■ **TASK PROMPT**
Copy each line of the records exactly, stopping only after the line that contains "I need the junctions" has been written, and leave pictures out.

Dataset records
◇ ◇ ◇
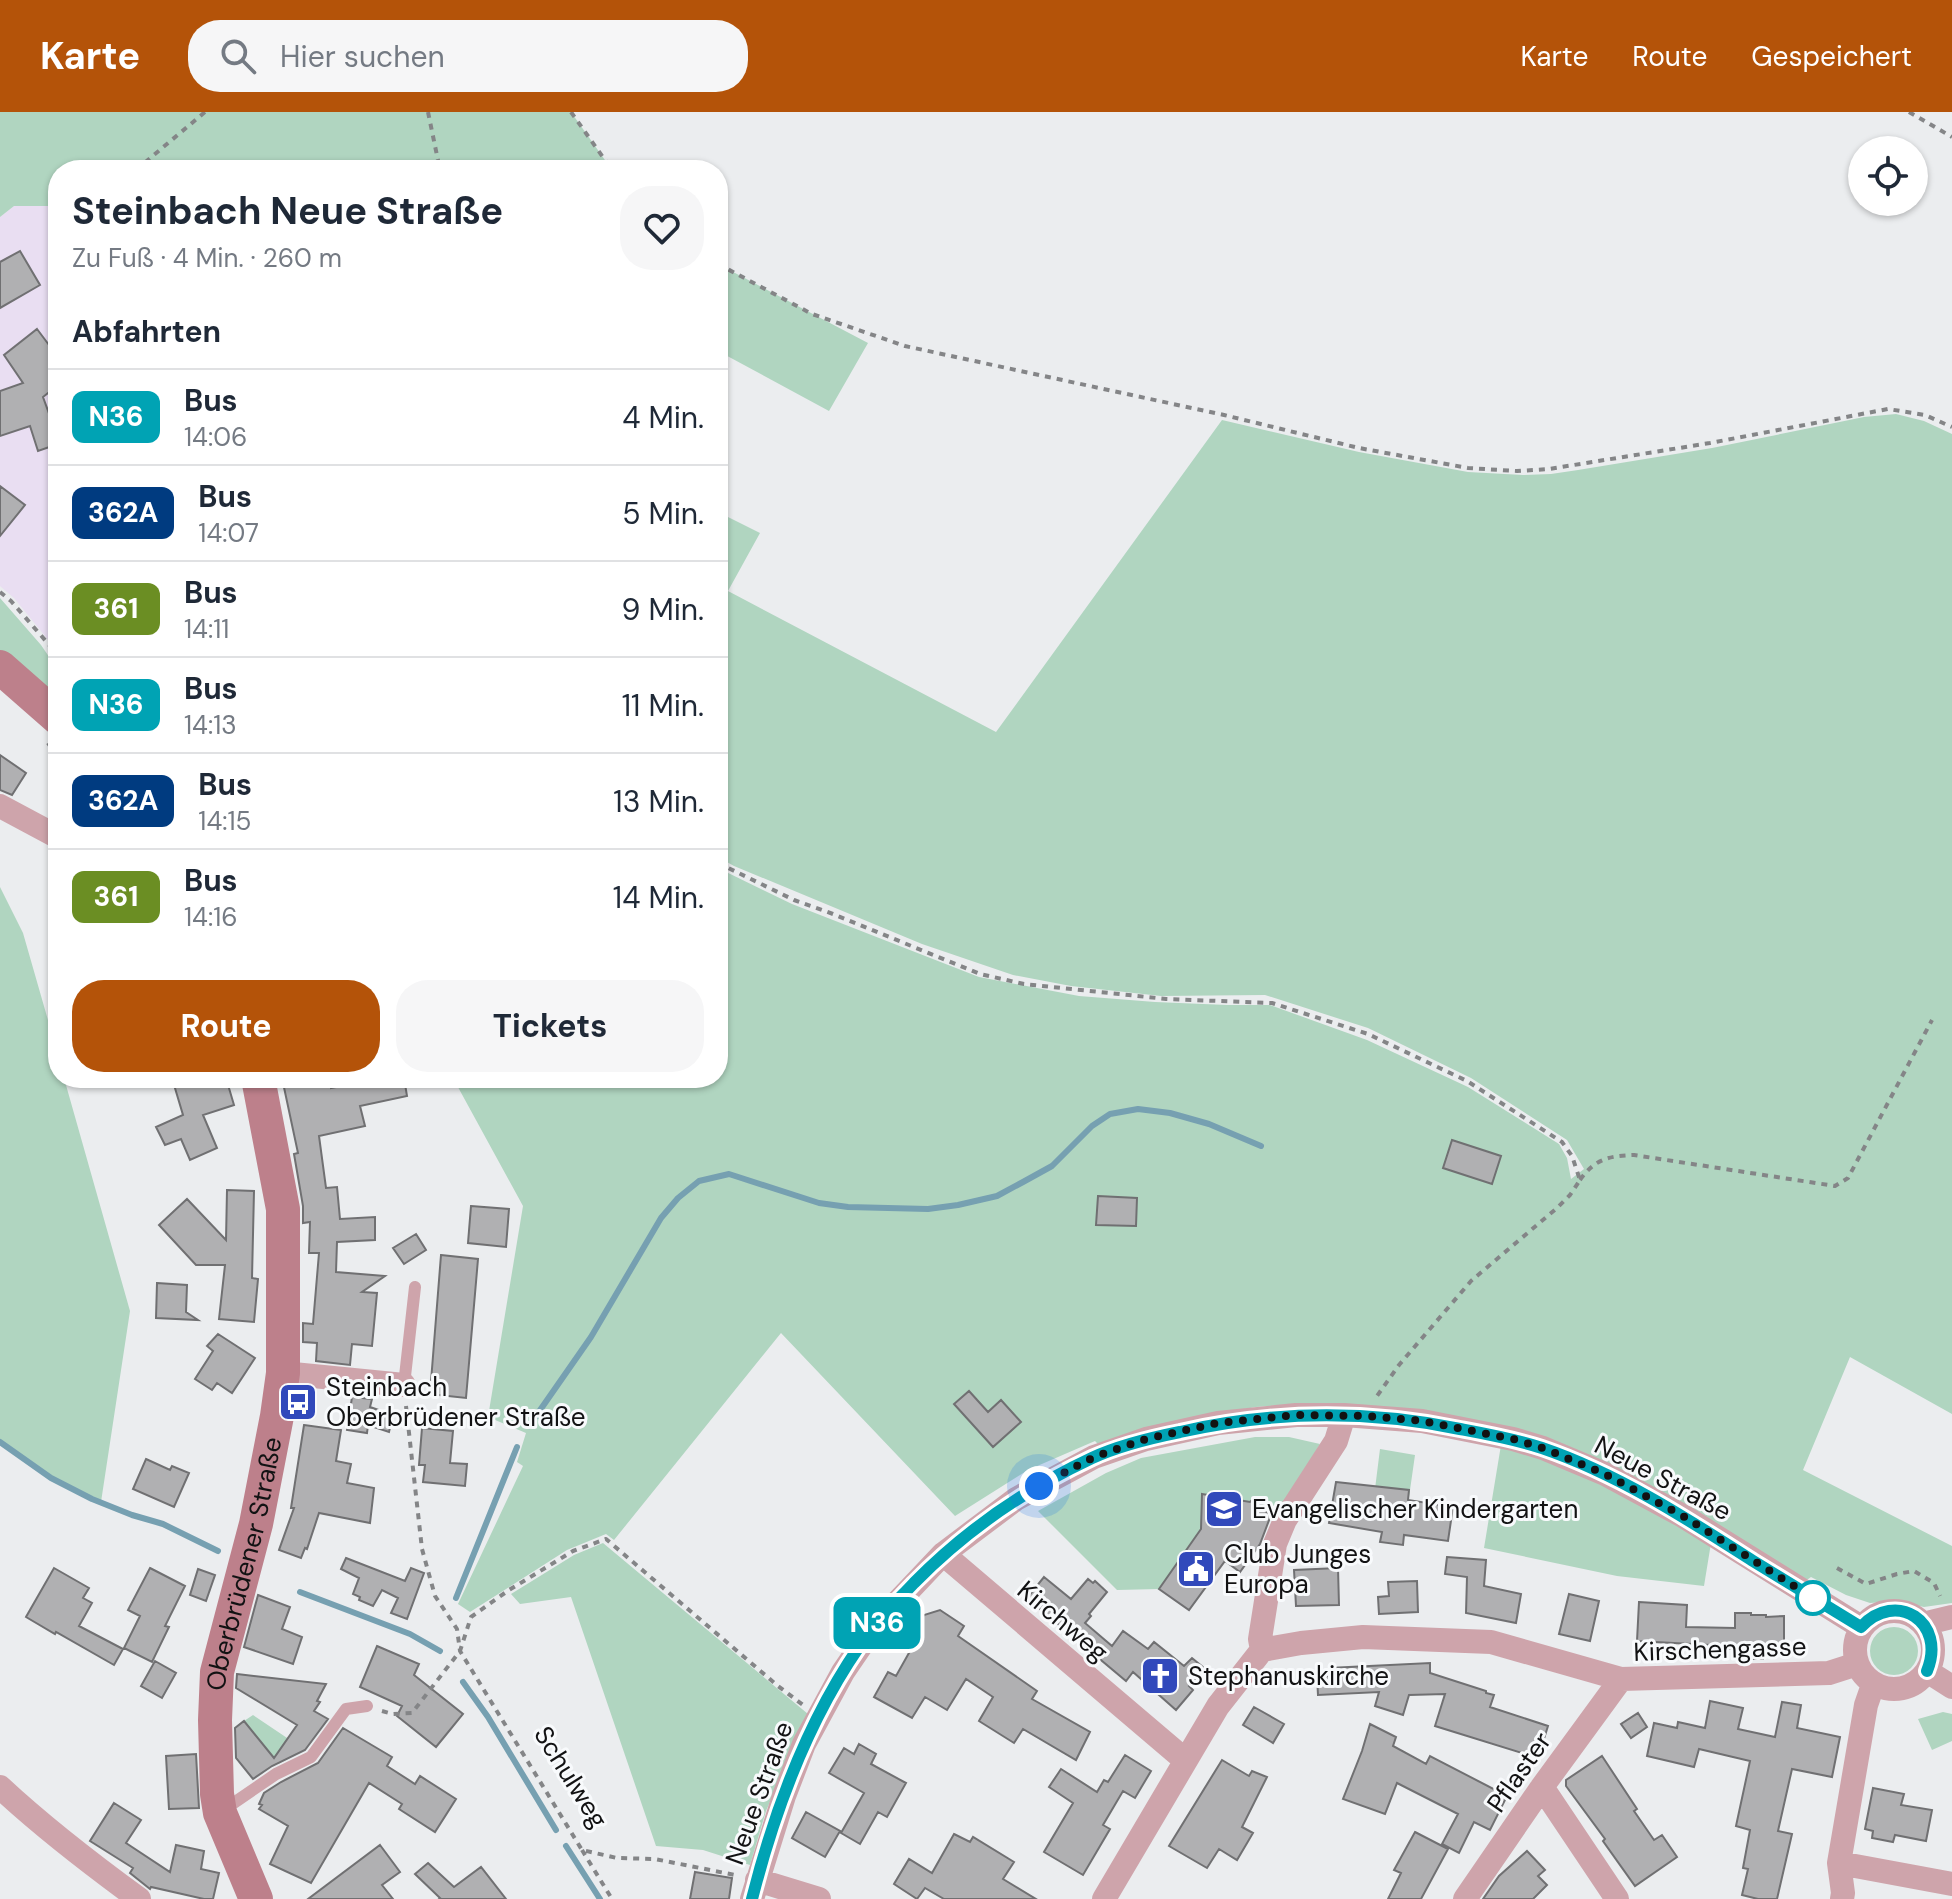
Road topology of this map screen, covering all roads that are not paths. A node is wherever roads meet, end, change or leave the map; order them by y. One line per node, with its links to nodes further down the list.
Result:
1 (0, 667): 2 (street)
2 (46, 707)
3 (0, 806): 4 (street)
4 (48, 832)
5 (260, 1088): 7 (street, Oberbrüdener Straße)
6 (415, 1287): 8 (lane)
7 (283, 1373): 8 (street); 24 (street, Oberbrüdener Straße)
8 (404, 1385)
9 (1356, 1416): 10 (street, Neue Straße); 13 (street, Neue Straße); 14 (street)
10 (943, 1554): 21 (street, Kirchweg); 27 (street, Neue Straße)
11 (1950, 1616): 12 (street)
12 (1923, 1624): 13 (street); 16 (street)
13 (1861, 1627): 15 (street)
14 (1262, 1650): 17 (street, Kirschengasse); 21 (street)
15 (1857, 1664): 17 (street, Kirschengasse); 18 (street)
16 (1927, 1671): 18 (street); 19 (street)
17 (1621, 1679): 23 (street, Pflaster)
18 (1873, 1685): 25 (street)
19 (1952, 1687)
20 (367, 1706): 24 (lane)
21 (1185, 1760): 32 (street)
22 (0, 1787): 29 (street)
23 (1542, 1787): 33 (street, Pflaster); 34 (street)
24 (220, 1813): 28 (street, Oberbrüdener Straße)
25 (1839, 1863): 26 (street); 35 (street)
26 (1952, 1884)
27 (754, 1889): 31 (street)
28 (255, 1898): 30 (street)
29 (139, 1899)
30 (248, 1899)
31 (819, 1899)
32 (1104, 1899)
33 (1465, 1899)
34 (1617, 1899)
35 (1842, 1899)

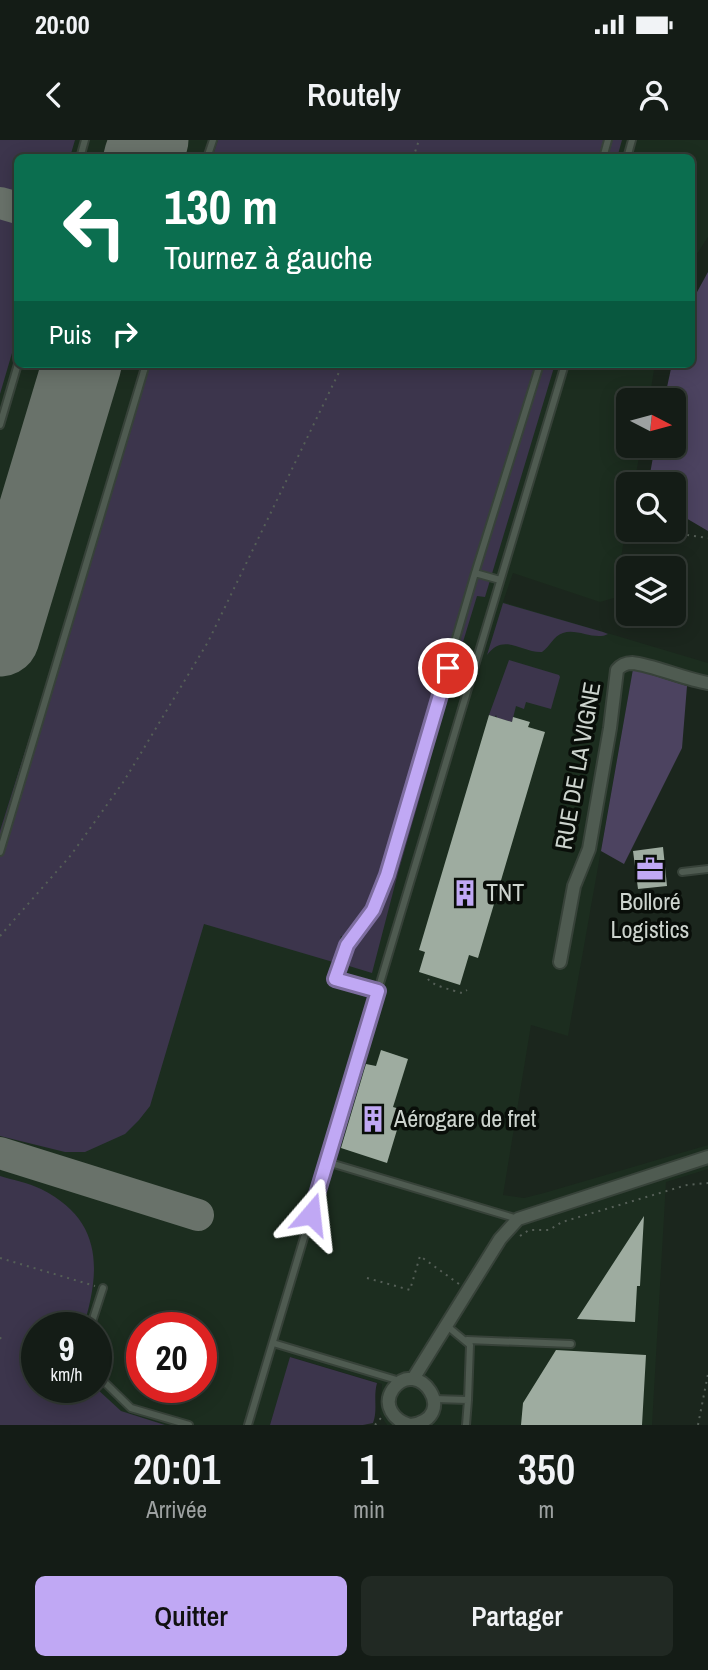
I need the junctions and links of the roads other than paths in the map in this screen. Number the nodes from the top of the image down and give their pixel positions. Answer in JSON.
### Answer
{"nodes":[{"id":1,"x":17,"y":368,"type":"edge"},
{"id":2,"x":145,"y":368,"type":"edge"},
{"id":3,"x":539,"y":368,"type":"edge"},
{"id":4,"x":564,"y":368,"type":"edge"},
{"id":5,"x":0,"y":425,"type":"edge"},
{"id":6,"x":475,"y":573,"type":"junction"},
{"id":7,"x":500,"y":580,"type":"junction"},
{"id":8,"x":708,"y":683,"type":"edge"},
{"id":9,"x":0,"y":852,"type":"edge"},
{"id":10,"x":708,"y":869,"type":"edge"},
{"id":11,"x":682,"y":872,"type":"dead end"},
{"id":12,"x":560,"y":962,"type":"dead end"},
{"id":13,"x":378,"y":991,"type":"junction"},
{"id":14,"x":708,"y":1157,"type":"edge"},
{"id":15,"x":327,"y":1162,"type":"junction"},
{"id":16,"x":518,"y":1219,"type":"junction"},
{"id":17,"x":103,"y":1288,"type":"road end"},
{"id":18,"x":95,"y":1312,"type":"edge"},
{"id":19,"x":447,"y":1326,"type":"junction"},
{"id":20,"x":467,"y":1340,"type":"junction"},
{"id":21,"x":273,"y":1343,"type":"junction"},
{"id":22,"x":571,"y":1344,"type":"dead end"},
{"id":23,"x":408,"y":1381,"type":"junction"},
{"id":24,"x":112,"y":1390,"type":"edge"},
{"id":25,"x":434,"y":1399,"type":"junction"},
{"id":26,"x":468,"y":1400,"type":"junction"},
{"id":27,"x":189,"y":1425,"type":"edge"},
{"id":28,"x":248,"y":1425,"type":"edge"},
{"id":29,"x":411,"y":1425,"type":"edge"},
{"id":30,"x":466,"y":1425,"type":"edge"}],
"edges":[{"from":1,"to":5,"type":"lane"},
{"from":2,"to":9,"type":"lane"},
{"from":3,"to":6,"type":"lane"},
{"from":4,"to":7,"type":"lane"},
{"from":6,"to":7,"type":"lane"},
{"from":6,"to":13,"type":"lane"},
{"from":7,"to":13,"type":"lane"},
{"from":8,"to":12,"type":"street","name":"RUE DE LA VIGNE"},
{"from":10,"to":11,"type":"lane"},
{"from":13,"to":15,"type":"lane"},
{"from":14,"to":16,"type":"street"},
{"from":15,"to":16,"type":"lane"},
{"from":15,"to":21,"type":"lane"},
{"from":16,"to":19,"type":"street"},
{"from":17,"to":18,"type":"lane"},
{"from":19,"to":20,"type":"lane"},
{"from":19,"to":23,"type":"street"},
{"from":20,"to":22,"type":"lane"},
{"from":20,"to":26,"type":"lane"},
{"from":21,"to":23,"type":"lane"},
{"from":21,"to":28,"type":"lane"},
{"from":23,"to":25,"type":"street"},
{"from":23,"to":29,"type":"street"},
{"from":24,"to":27,"type":"lane"},
{"from":25,"to":26,"type":"lane"},
{"from":25,"to":29,"type":"street"},
{"from":26,"to":30,"type":"lane"}]}
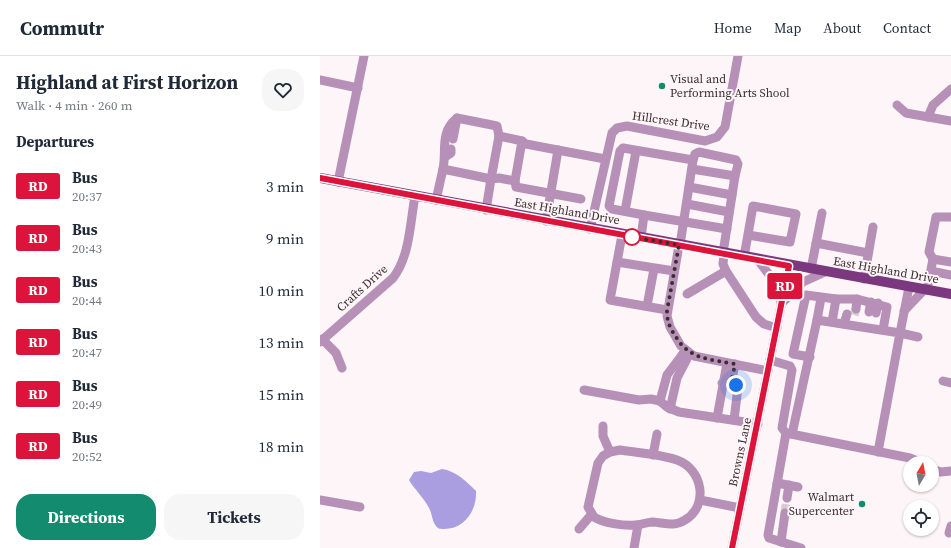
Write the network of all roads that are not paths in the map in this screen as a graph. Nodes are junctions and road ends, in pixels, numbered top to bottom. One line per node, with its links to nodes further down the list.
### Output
1 (364, 56): 4 (street)
2 (738, 56): 17 (street, Hillcrest Drive)
3 (320, 80): 4 (street)
4 (358, 88): 24 (street)
5 (951, 88): 7 (street)
6 (897, 105): 7 (street)
7 (928, 117): 9 (street)
8 (457, 118): 10 (street); 11 (street); 16 (street)
9 (951, 121)
10 (499, 136): 12 (street); 22 (street)
11 (453, 139)
12 (522, 141): 14 (street); 23 (street)
13 (451, 149): 16 (street)
14 (558, 150): 17 (street); 26 (street)
15 (636, 150): 18 (street); 33 (street); 33 (street)
16 (445, 157): 19 (street)
17 (605, 159): 41 (street, Hillcrest Drive)
18 (692, 164): 20 (street); 20 (street); 25 (street)
19 (443, 169): 22 (street); 30 (street)
20 (735, 176): 27 (street)
21 (320, 178): 24 (main road, East Highland Drive)
22 (491, 179): 23 (street); 32 (street)
23 (515, 181): 26 (street)
24 (338, 182): 28 (main road, East Highland Drive)
25 (689, 187): 27 (street); 31 (street)
26 (551, 194): 29 (street); 38 (street)
27 (732, 195): 34 (street)
28 (415, 196): 30 (main road, East Highland Drive); 84 (street, Crafts Drive)
29 (581, 199)
30 (436, 200): 32 (main road, East Highland Drive)
31 (687, 204): 34 (street); 39 (street)
32 (486, 210): 38 (main road, East Highland Drive)
33 (625, 211): 36 (street)
34 (729, 212): 42 (street)
35 (822, 213): 46 (street)
36 (644, 215): 39 (street); 45 (street)
37 (951, 217): 51 (street)
38 (546, 221): 41 (main road, East Highland Drive)
39 (684, 222): 42 (street); 47 (street)
40 (873, 227): 49 (street)
41 (590, 229): 43 (main road, East Highland Drive)
42 (727, 229): 48 (street)
43 (622, 235): 45 (main road, East Highland Drive); 53 (street)
44 (748, 235): 44 (street); 50 (street)
45 (641, 238): 47 (main road, East Highland Drive)
46 (816, 243): 49 (street); 57 (street)
47 (679, 245): 48 (main road, East Highland Drive); 59 (street)
48 (723, 253): 50 (main road, East Highland Drive); 60 (street)
49 (868, 253): 63 (street)
50 (744, 257): 52 (main road, East Highland Drive)
51 (933, 259): 54 (street); 58 (street)
52 (758, 260): 55 (main road, East Highland Drive); 72 (street)
53 (617, 262): 56 (street); 73 (street)
54 (951, 262)
55 (789, 266): 57 (main road, East Highland Drive); 72 (street, Browns Lane)
56 (654, 269): 59 (street); 73 (street)
57 (811, 270): 61 (main road, East Highland Drive)
58 (931, 270): 62 (street); 65 (street)
59 (674, 271): 74 (street)
60 (726, 271): 66 (street); 80 (street)
61 (826, 272): 63 (main road, East Highland Drive); 72 (street)
62 (951, 274)
63 (864, 279): 64 (main road, East Highland Drive)
64 (909, 287): 65 (main road, East Highland Drive); 75 (street)
65 (926, 290): 67 (main road, East Highland Drive); 75 (street)
66 (686, 294)
67 (951, 294)
68 (821, 298): 70 (street); 76 (street); 86 (street)
69 (853, 298): 70 (street); 71 (street); 79 (street)
70 (836, 299): 78 (street)
71 (874, 303): 77 (street); 81 (street)
72 (781, 304): 80 (street, Browns Lane)
73 (647, 306): 74 (street)
74 (667, 310): 85 (street)
75 (904, 311): 82 (street)
76 (817, 320): 78 (street); 86 (street)
77 (872, 320): 79 (street); 81 (street)
78 (832, 322): 79 (street)
79 (848, 325)
80 (777, 328): 87 (street, Browns Lane)
81 (883, 330): 82 (street)
82 (900, 333): 83 (street); 102 (street)
83 (918, 337)
84 (321, 340): 89 (street)
85 (684, 352): 88 (street); 93 (street); 94 (street)
86 (810, 357): 99 (street)
87 (770, 360): 90 (street, Browns Lane); 99 (street)
88 (731, 363): 90 (street); 91 (street)
89 (342, 368)
90 (768, 371): 97 (street, Browns Lane)
91 (727, 384): 95 (street); 96 (street)
92 (584, 390): 93 (street)
93 (660, 402): 94 (street)
94 (670, 409): 95 (street)
95 (717, 418): 96 (street)
96 (734, 420): 97 (street)
97 (758, 424): 114 (street, Browns Lane)
98 (603, 426): 101 (street)
99 (789, 433): 102 (street); 107 (street)
100 (658, 434): 103 (street)
101 (610, 452): 103 (street); 116 (street)
102 (878, 452): 104 (street)
103 (653, 455): 112 (street)
104 (903, 457)
105 (939, 471): 106 (street)
106 (951, 471)
107 (777, 483): 108 (street); 119 (street)
108 (789, 485): 109 (street); 110 (street)
109 (798, 487)
110 (787, 498)
111 (320, 500): 113 (street)
112 (700, 500): 114 (street); 117 (street)
113 (360, 507)
114 (740, 508): 121 (street, Browns Lane)
115 (785, 513): 119 (street)
116 (591, 515): 117 (street); 118 (street)
117 (638, 525): 120 (street)
118 (579, 529)
119 (781, 542): 122 (street)
120 (634, 548)
121 (732, 548)
122 (801, 548)

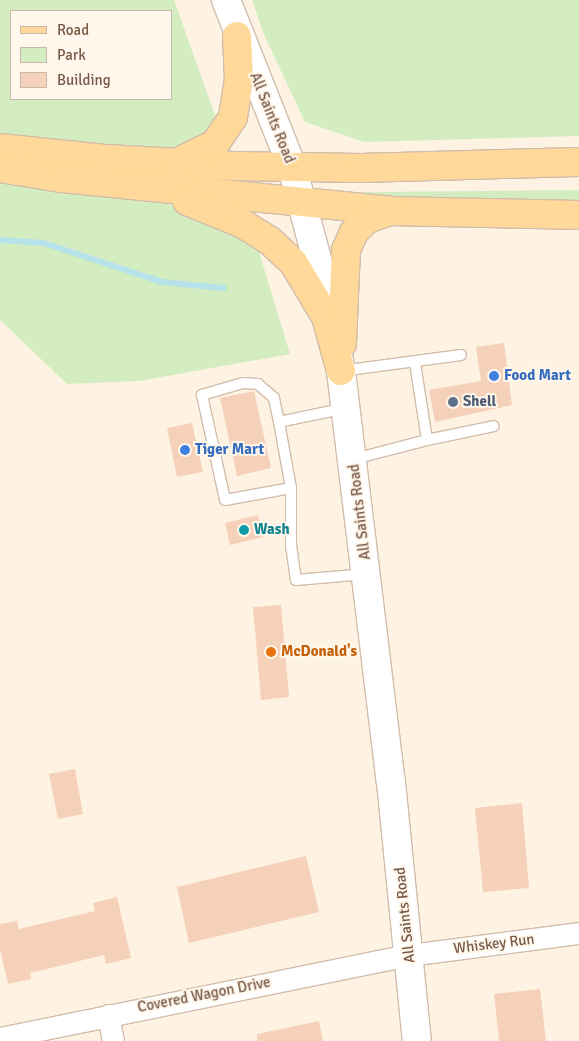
◇ ◇ ◇
■ **EXERCISE RESULT**
Road topology of this map screen, covering all roads that are not paths. A node is wherever roads meet, end, change or leave the map; order them by y. One line per node, with its links to nodes further down the list.
Result:
1 (0, 667): 2 (street)
2 (46, 707)
3 (0, 806): 4 (street)
4 (48, 832)
5 (260, 1088): 7 (street, Oberbrüdener Straße)
6 (415, 1287): 8 (lane)
7 (283, 1373): 8 (street); 24 (street, Oberbrüdener Straße)
8 (404, 1385)
9 (1356, 1416): 10 (street, Neue Straße); 13 (street, Neue Straße); 14 (street)
10 (943, 1554): 21 (street, Kirchweg); 27 (street, Neue Straße)
11 (1950, 1616): 12 (street)
12 (1923, 1624): 13 (street); 16 (street)
13 (1861, 1627): 15 (street)
14 (1262, 1650): 17 (street, Kirschengasse); 21 (street)
15 (1857, 1664): 17 (street, Kirschengasse); 18 (street)
16 (1927, 1671): 18 (street); 19 (street)
17 (1621, 1679): 23 (street, Pflaster)
18 (1873, 1685): 25 (street)
19 (1952, 1687)
20 (367, 1706): 24 (lane)
21 (1185, 1760): 32 (street)
22 (0, 1787): 29 (street)
23 (1542, 1787): 33 (street, Pflaster); 34 (street)
24 (220, 1813): 28 (street, Oberbrüdener Straße)
25 (1839, 1863): 26 (street); 35 (street)
26 (1952, 1884)
27 (754, 1889): 31 (street)
28 (255, 1898): 30 (street)
29 (139, 1899)
30 (248, 1899)
31 (819, 1899)
32 (1104, 1899)
33 (1465, 1899)
34 (1617, 1899)
35 (1842, 1899)

I need the junctions and links of the roads other than paths in the map in this screen. Number the nodes from the top of the image down and give their pixel positions. Answer in JSON.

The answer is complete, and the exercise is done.